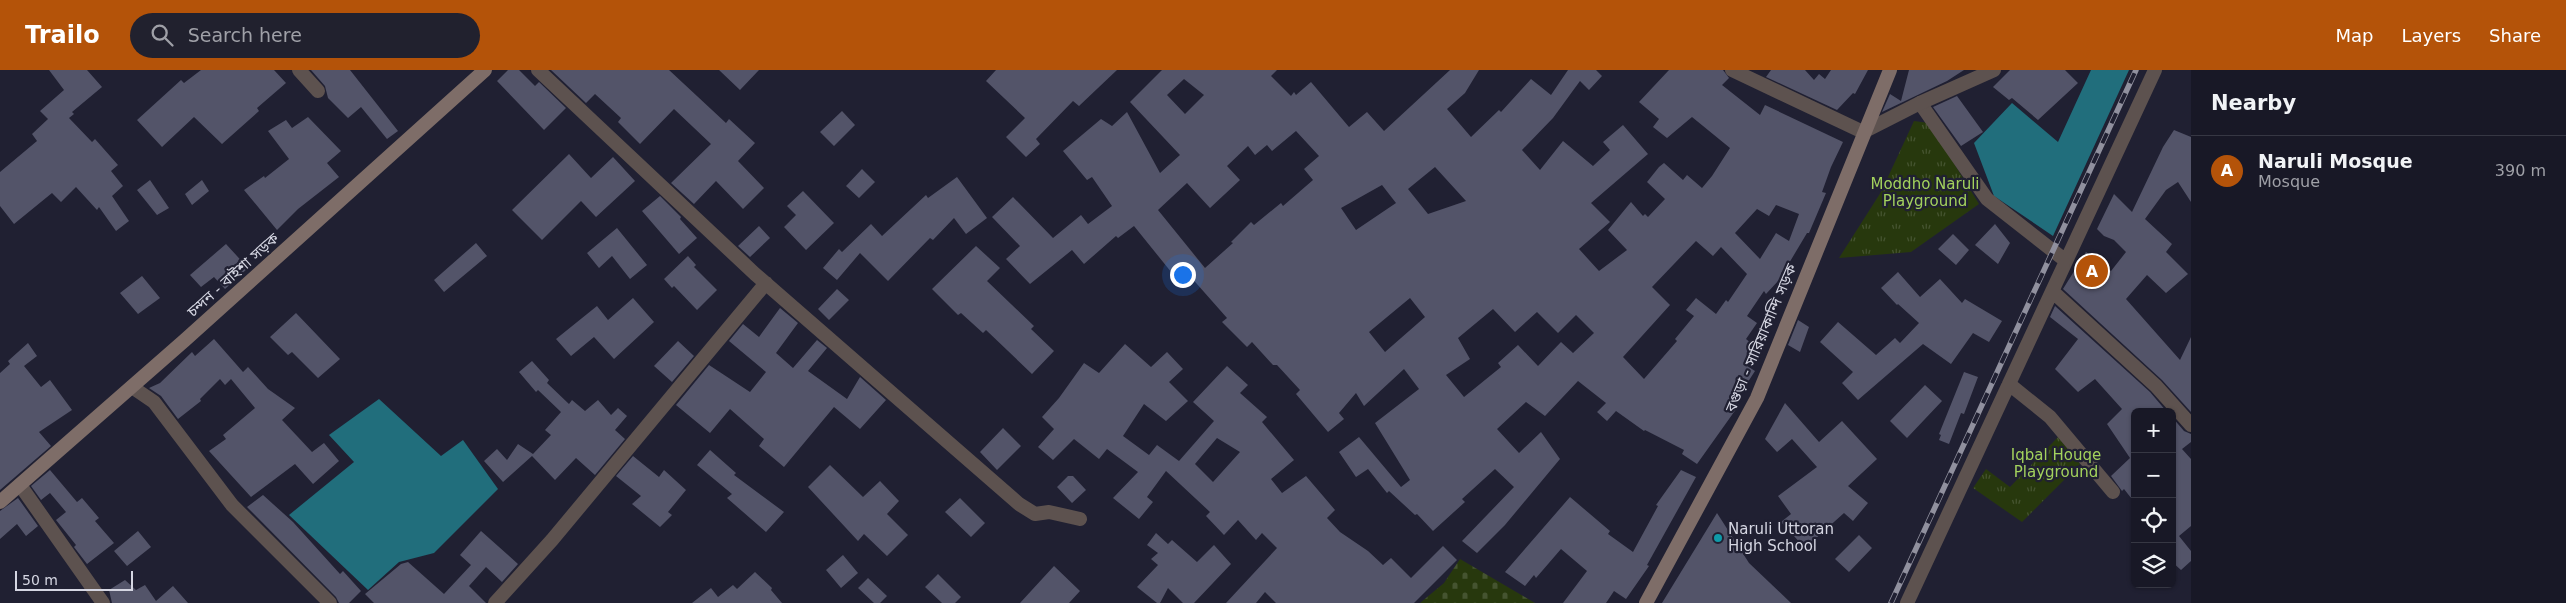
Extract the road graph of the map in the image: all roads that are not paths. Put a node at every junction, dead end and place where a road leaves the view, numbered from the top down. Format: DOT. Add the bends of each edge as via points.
graph roads {
  1 [pos="299,70"];
  2 [pos="485,70"];
  3 [pos="538,70"];
  4 [pos="1732,70"];
  5 [pos="1890,70"];
  6 [pos="1994,70"];
  7 [pos="2156,70"];
  8 [pos="318,91"];
  9 [pos="1920,103"];
  10 [pos="1863,132"];
  11 [pos="2066,261"];
  12 [pos="766,283"];
  13 [pos="2052,291"];
  14 [pos="2009,384"];
  15 [pos="132,387"];
  16 [pos="2191,425"];
  17 [pos="20,484"];
  18 [pos="2113,492"];
  19 [pos="0,502"];
  20 [pos="1080,519"];
  21 [pos="103,603"];
  22 [pos="330,603"];
  23 [pos="495,603"];
  24 [pos="1646,603"];
  25 [pos="1908,603"];
  1 -- 8 [label="street"];
  2 -- 15 [label="main road, চন্দন - বাইশা সড়ক"];
  3 -- 12 [label="street"];
  4 -- 10 [label="street"];
  5 -- 10 [label="main road, বগুড়া - সারিয়াকান্দি সড়ক"];
  6 -- 9 [label="street"];
  7 -- 11 [label="street"];
  9 -- 10 [label="street"];
  9 -- 11 [label="street" via="1987,199"];
  10 -- 24 [label="main road, বগুড়া - সারিয়াকান্দি সড়ক" via="1757,398"];
  11 -- 13 [label="street"];
  12 -- 20 [label="street" via="1019,504 1036,514 1049,512"];
  12 -- 23 [label="street" via="552,540"];
  13 -- 14 [label="street"];
  13 -- 16 [label="street" via="2080,313 2156,386"];
  14 -- 18 [label="street" via="2050,417"];
  14 -- 25 [label="street"];
  15 -- 17 [label="main road, চন্দন - বাইশা সড়ক"];
  15 -- 22 [label="street" via="154,402 232,505"];
  17 -- 19 [label="main road, চন্দন - বাইশা সড়ক"];
  17 -- 21 [label="street"];
}
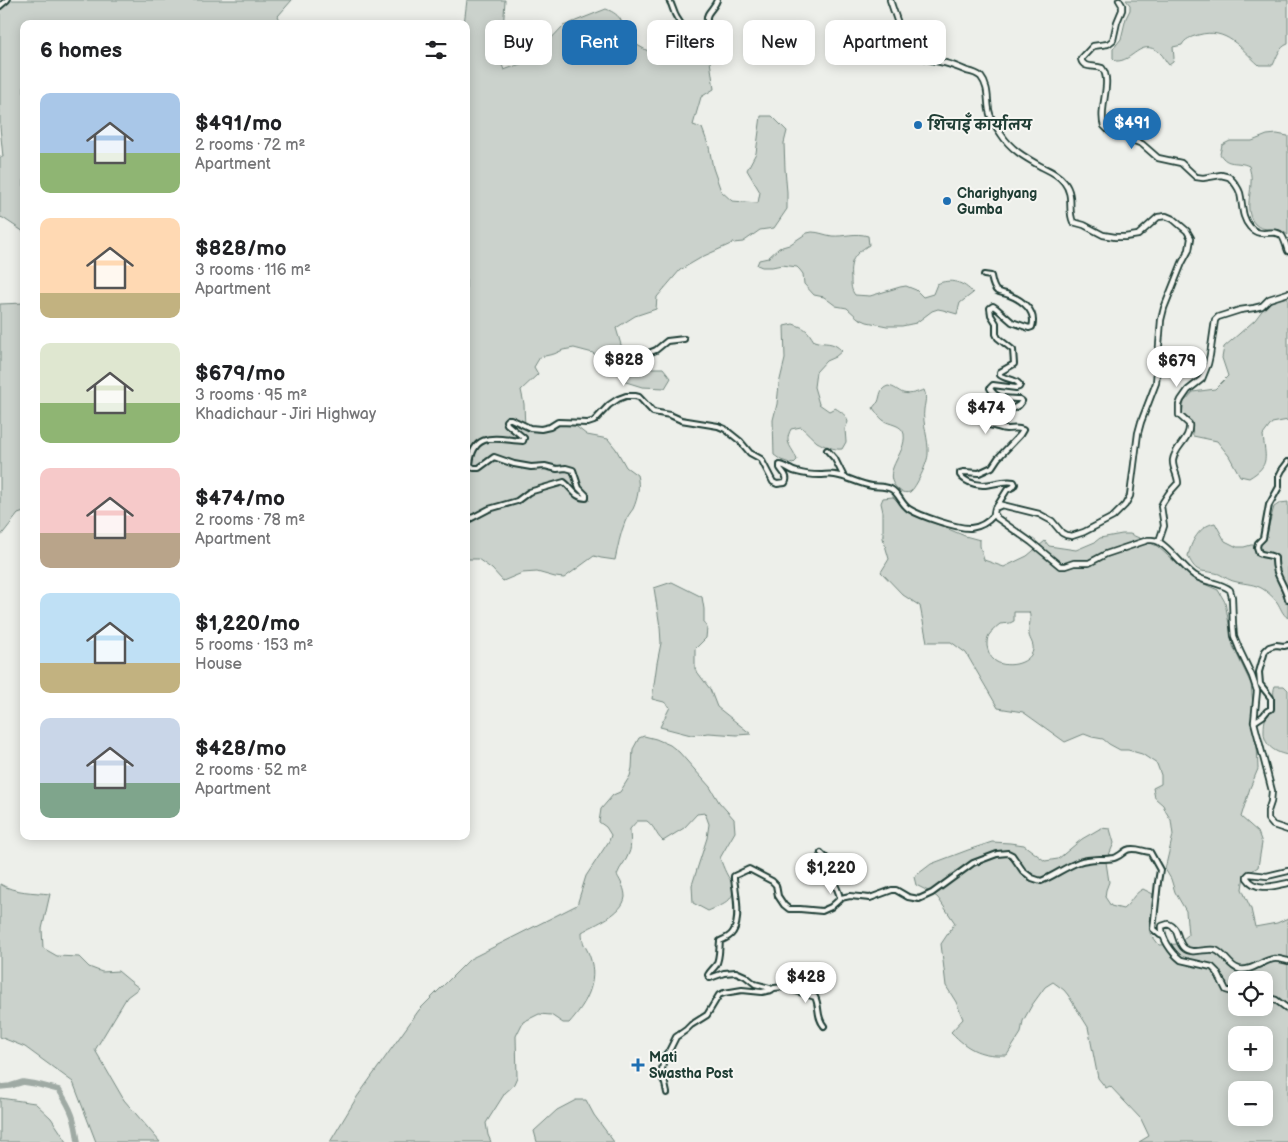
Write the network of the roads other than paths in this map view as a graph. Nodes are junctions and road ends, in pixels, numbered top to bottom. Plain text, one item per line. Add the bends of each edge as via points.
1 (7, 0) edge
2 (668, 0) edge
3 (717, 0) edge
4 (890, 0) edge
5 (1119, 0) edge
6 (0, 6) edge
7 (1288, 251) edge
8 (984, 275) dead end
9 (1288, 293) edge
10 (684, 339) dead end
11 (638, 356) dead end
12 (826, 450) dead end
13 (1288, 462) edge
14 (470, 465) edge
15 (470, 465) edge
16 (844, 477) junction
17 (997, 506) junction
18 (994, 515) junction
19 (470, 519) edge
20 (1159, 541) junction
21 (1288, 599) edge
22 (1288, 645) edge
23 (1254, 722) junction
24 (1288, 830) edge
25 (821, 853) dead end
26 (1288, 871) edge
27 (1288, 883) edge
28 (840, 900) junction
29 (1163, 936) junction
30 (1288, 961) edge
31 (771, 990) junction
32 (1228, 990) edge
33 (1273, 999) edge
34 (1288, 1009) edge
35 (824, 1026) dead end
36 (667, 1093) dead end

1 - 6 street
2 - 3 street via 676,17 696,40 719,53 706,21
4 - 17 main road via 908,50 981,78 988,92 989,113 1000,133 1016,151 1062,179 1069,192 1074,222 1103,235 1125,237 1138,235 1158,217 1166,216 1187,231 1191,238 1161,320 1156,383 1140,425 1128,501 1108,520 1072,536 1062,533 1052,520 1039,514 1006,505
5 - 7 main road via 1122,10 1113,40 1093,46 1081,59 1085,65 1102,68 1106,73 1104,126 1142,144 1158,158 1181,163 1196,177 1221,174 1229,177 1239,191 1249,226 1262,234 1280,234
8 - 17 street via 991,276 997,291 1011,295 1027,306 1033,315 1032,327 1029,328 1012,322 993,306 990,308 998,338 1014,354 1014,364 1000,375 1020,384 1016,388 993,385 991,391 999,398 1019,398 1022,401 1009,412 984,409 982,420 986,425 1023,430 992,467 979,473 964,472 960,475 981,486 1014,482
9 - 20 main road via 1269,298 1262,306 1242,309 1215,320 1204,373 1179,405 1179,415 1189,424 1190,432 1173,460 1178,483 1161,506 1164,526
10 - 11 street via 667,341 656,350
12 - 16 street
13 - 21 street via 1279,476 1280,487 1268,504 1262,538 1257,547 1259,553 1275,558 1277,574
14 - 16 street via 476,446 488,438 524,441 507,424 508,419 542,429 558,422 588,423 618,399 635,396 653,412 725,429 761,458 777,484 787,480 780,464 796,472
15 - 19 street via 479,468 494,457 531,467 566,468 573,470 579,488 586,495 582,498 564,482 530,492 517,501
16 - 18 street via 889,488 907,508 950,524 971,528 989,521
17 - 18 main road
18 - 20 main road via 1062,566 1089,563 1148,540
20 - 23 main road via 1196,576 1230,590 1234,636 1257,691
22 - 23 street via 1276,645 1264,651 1260,684 1271,698 1271,709
23 - 24 main road via 1272,791 1268,819 1273,825
25 - 28 street via 834,869
26 - 27 main road via 1267,876 1249,874 1247,878 1253,885 1264,887
28 - 29 street via 850,896 870,898 892,890 919,899 973,863 997,854 1012,855 1023,871 1041,881 1081,861 1113,858 1136,849 1150,852 1160,870 1153,929
28 - 31 street via 822,911 789,909 778,896 772,881 749,869 734,876 738,907 735,928 733,934 720,941 717,962 708,975 710,978 736,972
29 - 30 main road via 1162,926 1170,924 1187,950 1217,951 1238,969 1244,970 1272,959
29 - 32 main road via 1180,959 1212,966
31 - 35 street via 784,987 815,997
31 - 36 street via 742,990 719,995 707,1015 676,1037 661,1060 661,1075
33 - 34 main road

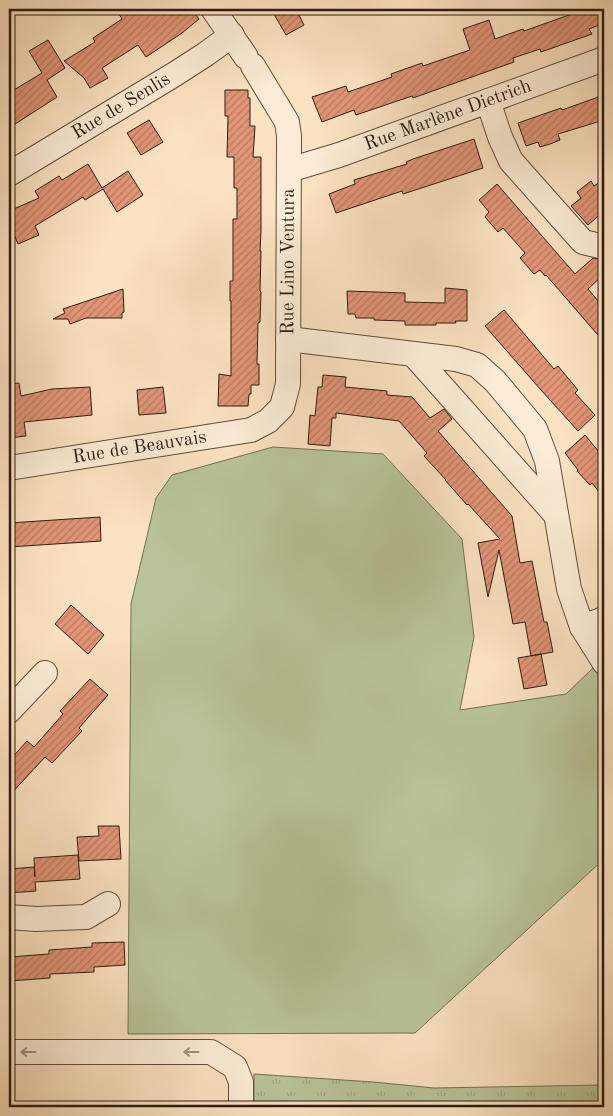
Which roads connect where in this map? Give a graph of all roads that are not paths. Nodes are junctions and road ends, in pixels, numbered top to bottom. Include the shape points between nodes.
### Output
1 (213, 9) edge
2 (232, 36) junction
3 (604, 59) edge
4 (488, 101) junction
5 (288, 170) junction
6 (9, 174) edge
7 (604, 247) edge
8 (288, 339) junction
9 (413, 354) junction
10 (9, 468) edge
11 (556, 515) junction
12 (604, 619) edge
13 (582, 626) junction
14 (604, 662) edge
15 (45, 673) dead end
16 (9, 711) edge
17 (108, 904) dead end
18 (9, 917) edge
19 (9, 1052) edge
20 (241, 1107) edge

1 - 2 street, Rue Lino Ventura
2 - 5 street, Rue Lino Ventura via 287,122
2 - 6 street, Rue de Senlis
3 - 4 street, Rue Marlène Dietrich
4 - 5 street, Rue Marlène Dietrich
4 - 7 street via 511,161 583,242
5 - 8 street, Rue Lino Ventura
8 - 9 street, Rue Lino Ventura
8 - 10 street, Rue de Beauvais via 288,384 282,407 268,421 251,430
9 - 11 street
9 - 11 street, Rue Lino Ventura via 477,365 495,381 535,429 547,461
11 - 13 street, Rue Lino Ventura via 569,589
12 - 13 street
13 - 14 street, Rue Lino Ventura
15 - 16 street
17 - 18 street via 86,916
20 -> 19 street via 241,1082 235,1067 211,1052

------------------------------

> **The problem**: Search the data above for the word "paths". Copy each line it is in.

> **Exercise output**:
Extract the road graph of the map in the image: all roads that are not paths. Put a node at every junction, dead end and place where a road leaves the view, numbered from the top down. Format: DOT. Add the bends of each edge as via points.
Write the network of the roads other than paths in this map view as a graph. Nodes are junctions and road ends, in pixels, numbered top to bottom. Plain text, one item per line. Add the bends of each edge as via points.
Which roads connect where in this map? Give a graph of all roads that are not paths. Nodes are junctions and road ends, in pixels, numbered top to bottom. Include the shape points between nodes.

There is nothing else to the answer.